::: RECORDS SUPPLIED

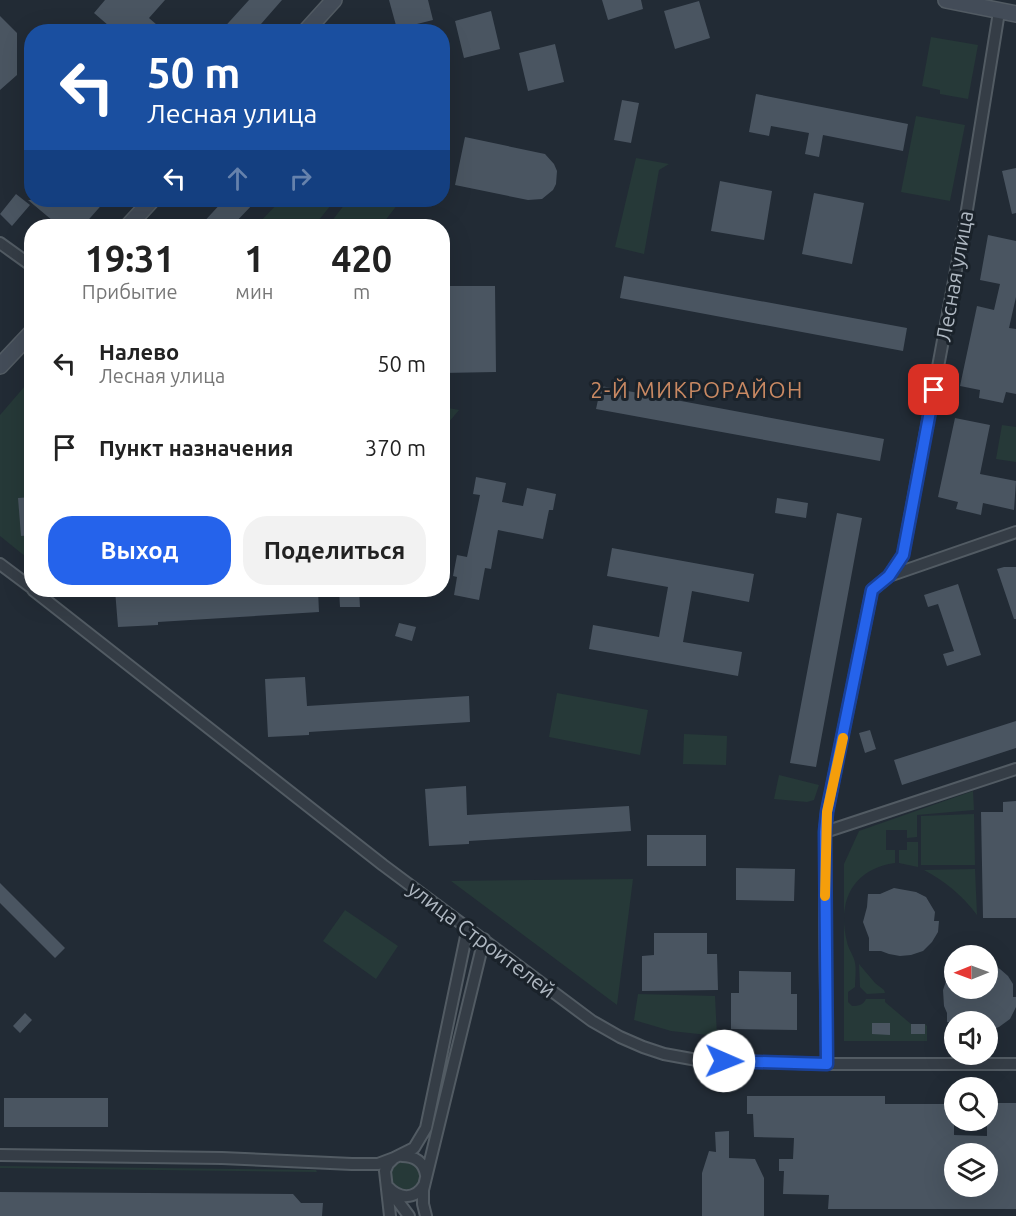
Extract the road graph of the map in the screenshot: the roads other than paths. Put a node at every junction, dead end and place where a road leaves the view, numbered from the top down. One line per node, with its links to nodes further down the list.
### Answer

::::::
::: RECORDS SUPPLIED

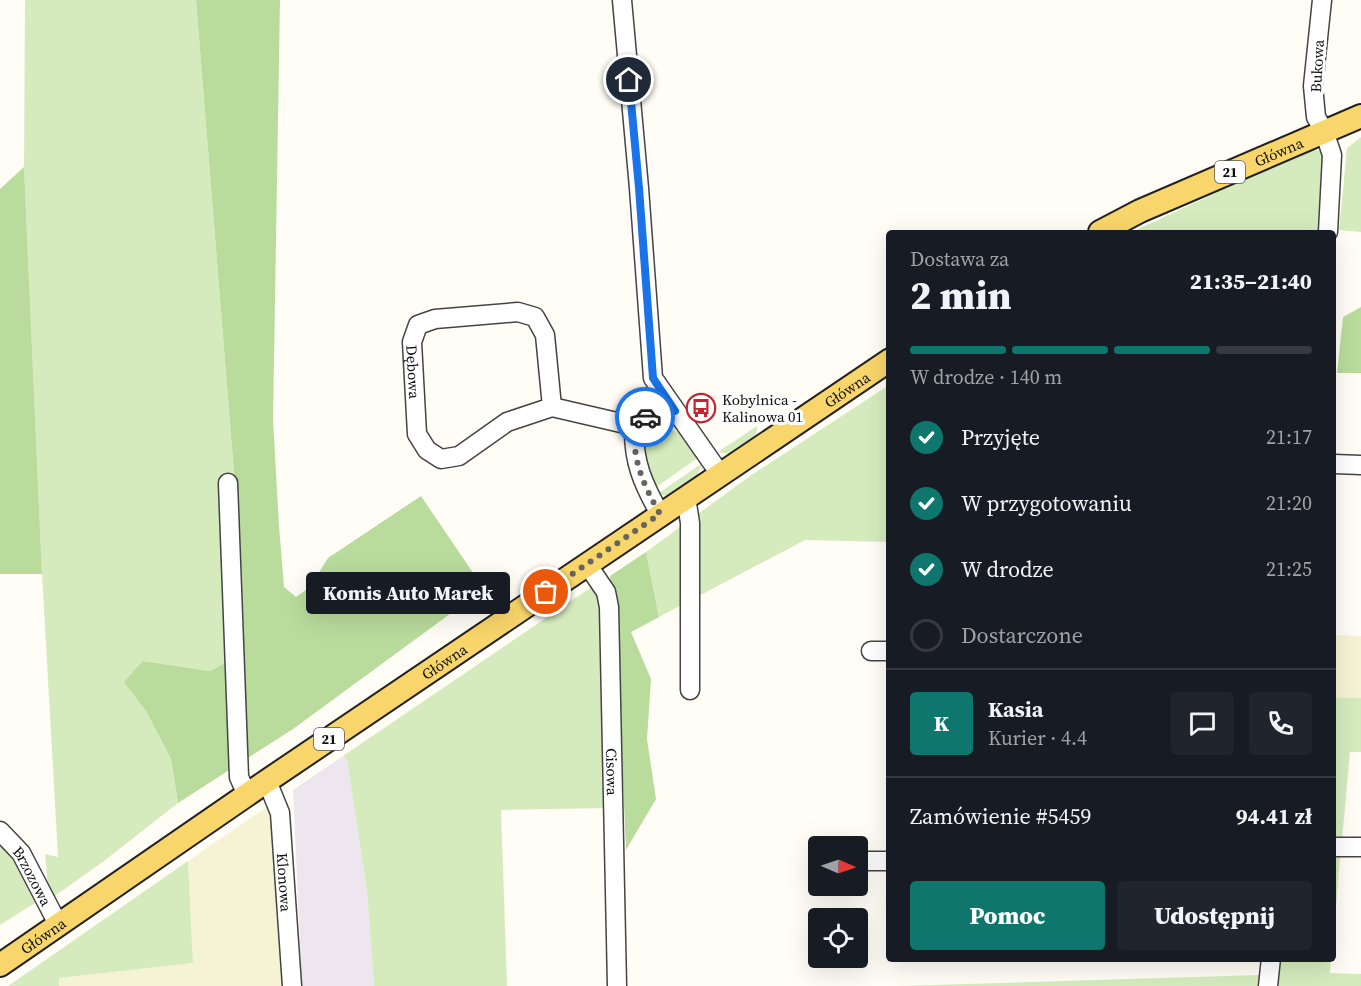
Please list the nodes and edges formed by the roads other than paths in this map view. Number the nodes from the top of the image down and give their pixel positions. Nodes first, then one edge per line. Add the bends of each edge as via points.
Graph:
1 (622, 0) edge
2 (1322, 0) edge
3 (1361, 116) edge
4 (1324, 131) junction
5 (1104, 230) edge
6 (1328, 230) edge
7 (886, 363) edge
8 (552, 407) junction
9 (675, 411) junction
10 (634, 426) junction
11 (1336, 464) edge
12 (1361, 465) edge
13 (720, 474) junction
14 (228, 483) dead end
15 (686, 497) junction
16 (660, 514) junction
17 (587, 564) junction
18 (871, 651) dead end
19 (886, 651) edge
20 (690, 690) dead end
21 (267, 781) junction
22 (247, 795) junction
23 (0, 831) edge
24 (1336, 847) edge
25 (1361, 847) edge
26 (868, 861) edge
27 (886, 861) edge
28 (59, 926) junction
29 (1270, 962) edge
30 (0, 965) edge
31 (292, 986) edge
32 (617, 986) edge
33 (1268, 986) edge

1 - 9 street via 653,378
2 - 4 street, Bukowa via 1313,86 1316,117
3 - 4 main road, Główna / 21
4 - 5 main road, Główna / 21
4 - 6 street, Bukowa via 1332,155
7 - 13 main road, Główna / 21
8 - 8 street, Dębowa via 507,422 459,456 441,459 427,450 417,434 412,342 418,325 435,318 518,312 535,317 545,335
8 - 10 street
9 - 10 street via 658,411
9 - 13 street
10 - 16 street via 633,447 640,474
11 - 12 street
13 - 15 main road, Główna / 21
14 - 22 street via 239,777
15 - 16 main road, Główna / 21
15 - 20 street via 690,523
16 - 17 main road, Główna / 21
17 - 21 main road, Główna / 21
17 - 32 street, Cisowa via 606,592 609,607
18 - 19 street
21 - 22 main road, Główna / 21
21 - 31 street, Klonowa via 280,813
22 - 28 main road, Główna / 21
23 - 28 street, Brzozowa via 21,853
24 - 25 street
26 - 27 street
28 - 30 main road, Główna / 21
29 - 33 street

::::::
::: RECORDS SUPPLIED

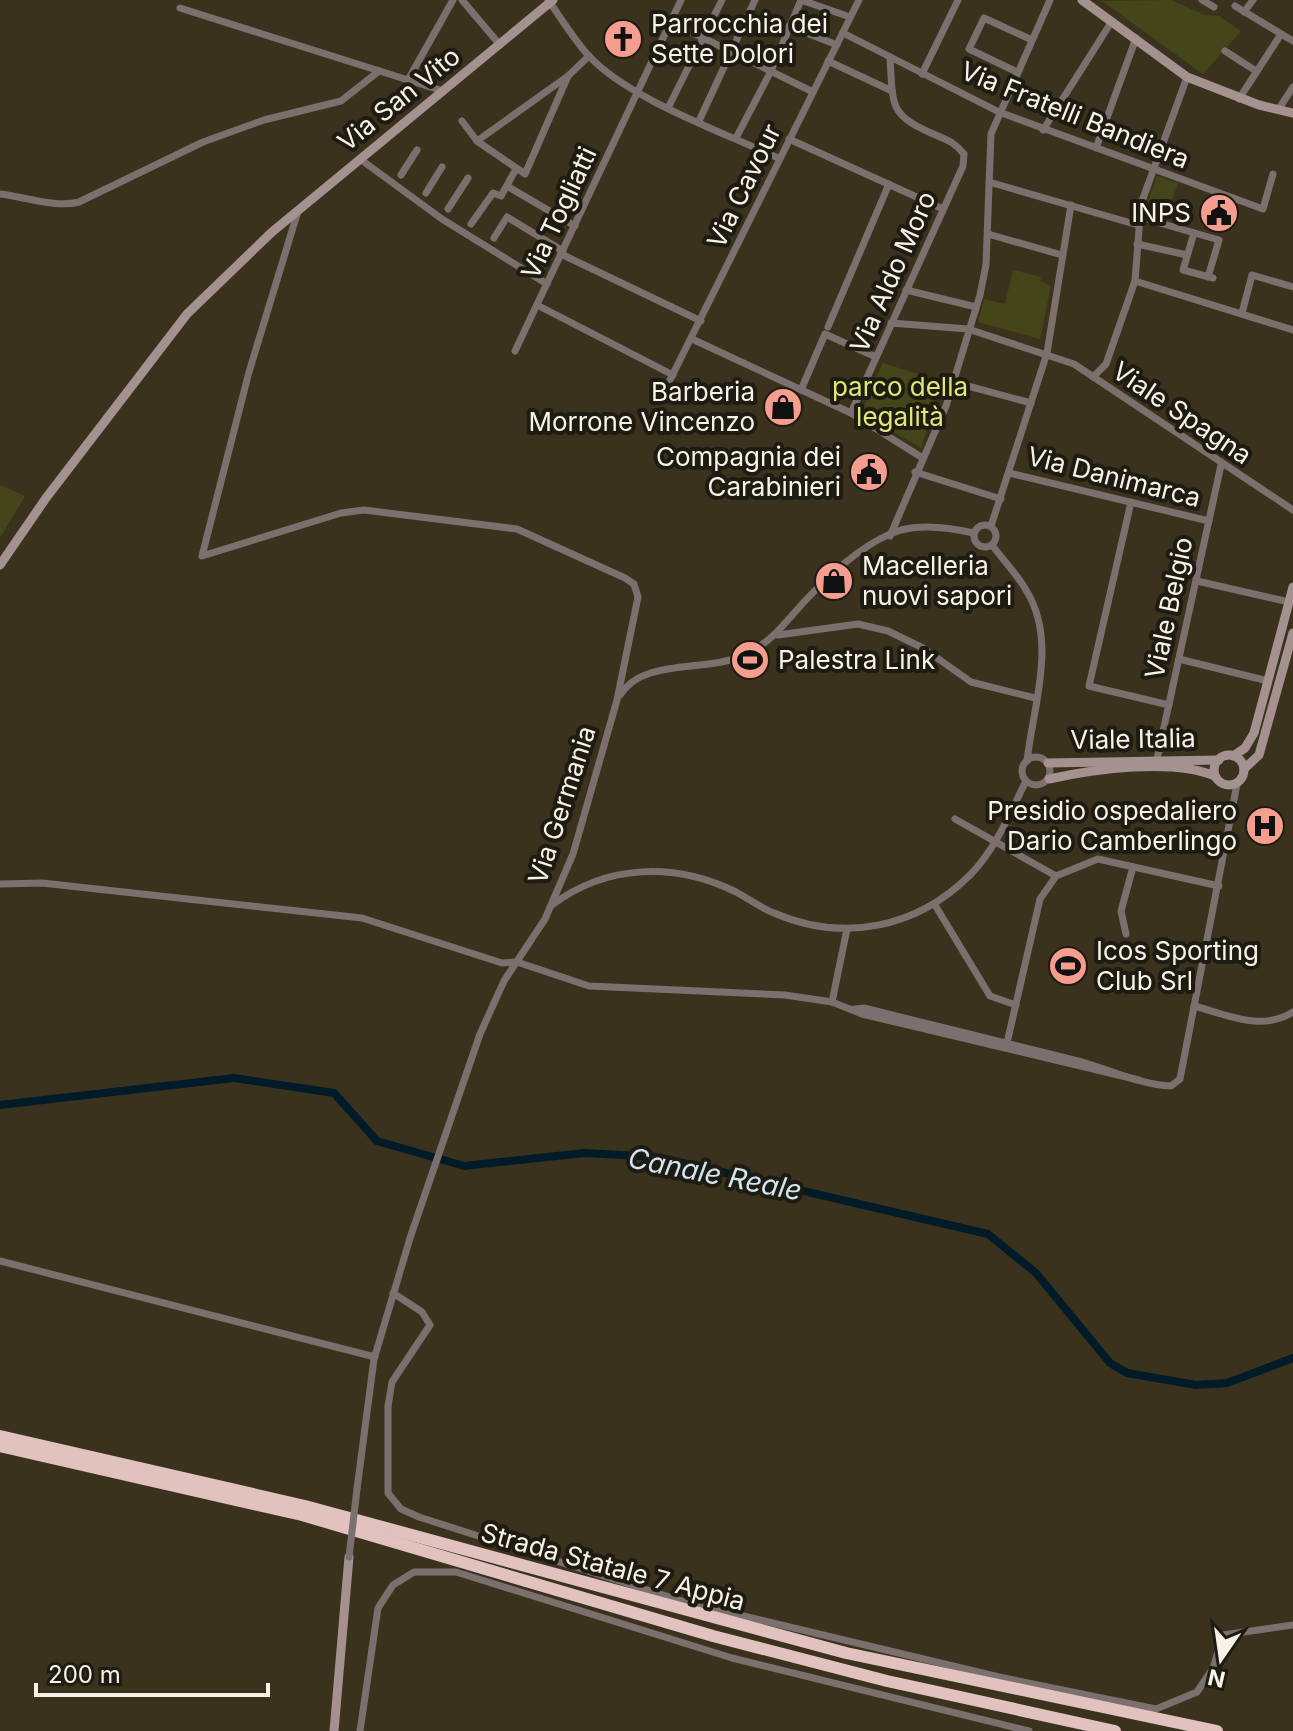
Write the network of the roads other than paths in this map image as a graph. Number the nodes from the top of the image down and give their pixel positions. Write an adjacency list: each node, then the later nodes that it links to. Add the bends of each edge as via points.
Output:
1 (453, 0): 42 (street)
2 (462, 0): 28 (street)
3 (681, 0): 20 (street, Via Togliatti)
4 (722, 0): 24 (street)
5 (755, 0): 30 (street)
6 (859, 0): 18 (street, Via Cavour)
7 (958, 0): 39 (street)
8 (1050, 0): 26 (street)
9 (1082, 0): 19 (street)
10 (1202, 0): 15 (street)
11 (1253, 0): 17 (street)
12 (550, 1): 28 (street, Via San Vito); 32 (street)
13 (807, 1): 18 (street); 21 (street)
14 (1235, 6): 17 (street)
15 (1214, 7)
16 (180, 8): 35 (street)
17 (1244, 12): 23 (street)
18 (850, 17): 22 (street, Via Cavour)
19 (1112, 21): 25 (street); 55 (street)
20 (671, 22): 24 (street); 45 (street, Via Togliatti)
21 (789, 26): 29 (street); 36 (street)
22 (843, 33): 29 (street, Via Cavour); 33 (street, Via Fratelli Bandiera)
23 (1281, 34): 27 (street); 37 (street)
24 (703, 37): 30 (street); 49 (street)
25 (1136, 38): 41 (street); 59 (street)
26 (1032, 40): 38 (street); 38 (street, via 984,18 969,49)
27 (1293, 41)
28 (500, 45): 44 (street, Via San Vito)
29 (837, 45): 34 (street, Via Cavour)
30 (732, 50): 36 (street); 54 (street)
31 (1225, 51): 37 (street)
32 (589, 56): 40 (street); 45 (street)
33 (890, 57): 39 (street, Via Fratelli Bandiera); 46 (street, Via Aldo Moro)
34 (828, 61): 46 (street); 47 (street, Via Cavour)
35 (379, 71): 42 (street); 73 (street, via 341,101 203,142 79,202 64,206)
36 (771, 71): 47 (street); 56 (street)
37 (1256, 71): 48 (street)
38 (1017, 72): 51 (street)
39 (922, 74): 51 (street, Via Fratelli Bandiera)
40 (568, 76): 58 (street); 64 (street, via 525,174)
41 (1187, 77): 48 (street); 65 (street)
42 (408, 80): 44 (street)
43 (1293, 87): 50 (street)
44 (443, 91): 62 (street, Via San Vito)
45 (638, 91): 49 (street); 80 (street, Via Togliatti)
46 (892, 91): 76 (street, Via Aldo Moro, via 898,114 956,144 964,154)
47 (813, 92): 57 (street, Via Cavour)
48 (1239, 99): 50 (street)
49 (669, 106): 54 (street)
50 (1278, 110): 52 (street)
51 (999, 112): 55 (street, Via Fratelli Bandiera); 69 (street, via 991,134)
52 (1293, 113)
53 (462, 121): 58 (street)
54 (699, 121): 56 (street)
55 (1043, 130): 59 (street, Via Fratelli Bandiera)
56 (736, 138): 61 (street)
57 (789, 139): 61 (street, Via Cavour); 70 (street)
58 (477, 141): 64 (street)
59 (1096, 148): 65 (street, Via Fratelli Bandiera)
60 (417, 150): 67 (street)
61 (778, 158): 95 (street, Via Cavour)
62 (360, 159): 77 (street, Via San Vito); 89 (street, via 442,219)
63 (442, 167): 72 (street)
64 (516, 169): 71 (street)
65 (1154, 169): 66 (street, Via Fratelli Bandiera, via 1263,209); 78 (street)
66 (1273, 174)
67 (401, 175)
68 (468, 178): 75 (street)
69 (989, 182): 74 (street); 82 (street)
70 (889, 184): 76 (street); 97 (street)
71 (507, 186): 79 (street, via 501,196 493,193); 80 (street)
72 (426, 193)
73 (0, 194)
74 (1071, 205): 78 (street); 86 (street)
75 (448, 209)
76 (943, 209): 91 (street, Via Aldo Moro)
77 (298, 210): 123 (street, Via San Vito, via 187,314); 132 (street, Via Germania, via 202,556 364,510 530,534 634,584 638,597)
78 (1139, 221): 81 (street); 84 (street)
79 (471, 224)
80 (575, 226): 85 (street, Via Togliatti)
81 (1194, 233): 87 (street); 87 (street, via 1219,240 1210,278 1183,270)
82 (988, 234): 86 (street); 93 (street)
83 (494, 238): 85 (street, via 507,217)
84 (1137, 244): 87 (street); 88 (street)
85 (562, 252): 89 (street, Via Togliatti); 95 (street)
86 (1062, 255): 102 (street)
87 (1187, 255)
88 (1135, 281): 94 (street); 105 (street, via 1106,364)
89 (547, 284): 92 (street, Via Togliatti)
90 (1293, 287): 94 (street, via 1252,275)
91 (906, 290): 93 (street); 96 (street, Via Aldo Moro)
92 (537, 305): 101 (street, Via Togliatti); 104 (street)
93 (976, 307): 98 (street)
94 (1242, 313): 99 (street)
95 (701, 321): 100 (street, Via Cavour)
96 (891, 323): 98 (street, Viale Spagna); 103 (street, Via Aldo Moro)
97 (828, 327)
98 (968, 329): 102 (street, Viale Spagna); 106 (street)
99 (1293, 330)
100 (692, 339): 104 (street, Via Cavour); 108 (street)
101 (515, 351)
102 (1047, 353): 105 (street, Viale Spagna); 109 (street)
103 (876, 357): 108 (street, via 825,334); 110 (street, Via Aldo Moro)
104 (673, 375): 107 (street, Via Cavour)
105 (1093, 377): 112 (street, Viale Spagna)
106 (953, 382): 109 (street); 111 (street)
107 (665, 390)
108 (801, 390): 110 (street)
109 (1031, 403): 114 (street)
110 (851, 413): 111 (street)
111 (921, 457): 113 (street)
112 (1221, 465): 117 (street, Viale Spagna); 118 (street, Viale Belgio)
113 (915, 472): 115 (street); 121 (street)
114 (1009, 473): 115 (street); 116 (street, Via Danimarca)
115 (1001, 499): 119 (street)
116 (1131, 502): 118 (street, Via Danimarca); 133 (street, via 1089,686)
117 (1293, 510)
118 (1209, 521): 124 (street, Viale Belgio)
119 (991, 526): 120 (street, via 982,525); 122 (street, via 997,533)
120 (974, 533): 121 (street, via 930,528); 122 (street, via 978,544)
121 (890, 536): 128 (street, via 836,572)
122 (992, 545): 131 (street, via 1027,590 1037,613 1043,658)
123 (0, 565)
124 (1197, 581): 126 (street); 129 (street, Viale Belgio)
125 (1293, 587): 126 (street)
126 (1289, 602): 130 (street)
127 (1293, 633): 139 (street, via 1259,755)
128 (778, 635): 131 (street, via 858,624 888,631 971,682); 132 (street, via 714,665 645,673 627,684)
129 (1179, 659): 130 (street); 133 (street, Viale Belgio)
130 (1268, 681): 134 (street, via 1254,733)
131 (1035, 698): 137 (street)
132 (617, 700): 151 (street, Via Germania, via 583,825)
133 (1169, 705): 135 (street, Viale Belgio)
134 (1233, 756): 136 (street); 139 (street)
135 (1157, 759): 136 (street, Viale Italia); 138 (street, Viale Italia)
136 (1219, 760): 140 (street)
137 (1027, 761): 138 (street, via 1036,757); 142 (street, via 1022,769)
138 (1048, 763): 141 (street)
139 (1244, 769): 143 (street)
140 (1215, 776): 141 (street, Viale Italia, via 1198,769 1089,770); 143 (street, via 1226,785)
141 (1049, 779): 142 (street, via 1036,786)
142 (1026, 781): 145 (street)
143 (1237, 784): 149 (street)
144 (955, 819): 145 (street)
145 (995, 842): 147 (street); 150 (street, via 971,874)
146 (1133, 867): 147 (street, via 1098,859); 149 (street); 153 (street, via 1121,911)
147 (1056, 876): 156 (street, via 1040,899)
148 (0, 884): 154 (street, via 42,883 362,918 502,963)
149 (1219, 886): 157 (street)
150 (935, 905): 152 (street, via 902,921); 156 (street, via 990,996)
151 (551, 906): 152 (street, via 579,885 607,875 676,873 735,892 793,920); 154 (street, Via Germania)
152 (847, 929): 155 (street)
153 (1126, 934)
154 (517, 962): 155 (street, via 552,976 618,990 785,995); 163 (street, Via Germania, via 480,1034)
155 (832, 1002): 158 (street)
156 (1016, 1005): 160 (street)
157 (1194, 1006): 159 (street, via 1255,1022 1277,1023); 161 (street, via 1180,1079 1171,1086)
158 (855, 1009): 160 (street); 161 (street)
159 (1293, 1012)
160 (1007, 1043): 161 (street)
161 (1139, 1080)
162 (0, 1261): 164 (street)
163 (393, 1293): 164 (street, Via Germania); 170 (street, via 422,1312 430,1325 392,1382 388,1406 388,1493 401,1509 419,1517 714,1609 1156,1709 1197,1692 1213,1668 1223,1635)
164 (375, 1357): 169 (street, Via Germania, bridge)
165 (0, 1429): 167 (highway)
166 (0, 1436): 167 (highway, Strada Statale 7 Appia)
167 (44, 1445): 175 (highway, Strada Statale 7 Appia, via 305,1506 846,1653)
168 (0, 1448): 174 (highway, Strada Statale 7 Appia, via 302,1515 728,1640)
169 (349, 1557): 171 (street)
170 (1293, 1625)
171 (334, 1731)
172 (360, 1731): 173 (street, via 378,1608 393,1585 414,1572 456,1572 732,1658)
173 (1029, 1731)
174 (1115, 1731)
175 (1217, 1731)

::::::

*TASK INSTRUCTIONS*
Each line in the listing that contains "bends" should be returned.

*REPLY*
Please list the nodes and edges formed by the roads other than paths in this map view. Number the nodes from the top of the image down and give their pixel positions. Nodes first, then one edge per line. Add the bends of each edge as via points.
Write the network of the roads other than paths in this map image as a graph. Number the nodes from the top of the image down and give their pixel positions. Write an adjacency list: each node, then the later nodes that it links to. Add the bends of each edge as via points.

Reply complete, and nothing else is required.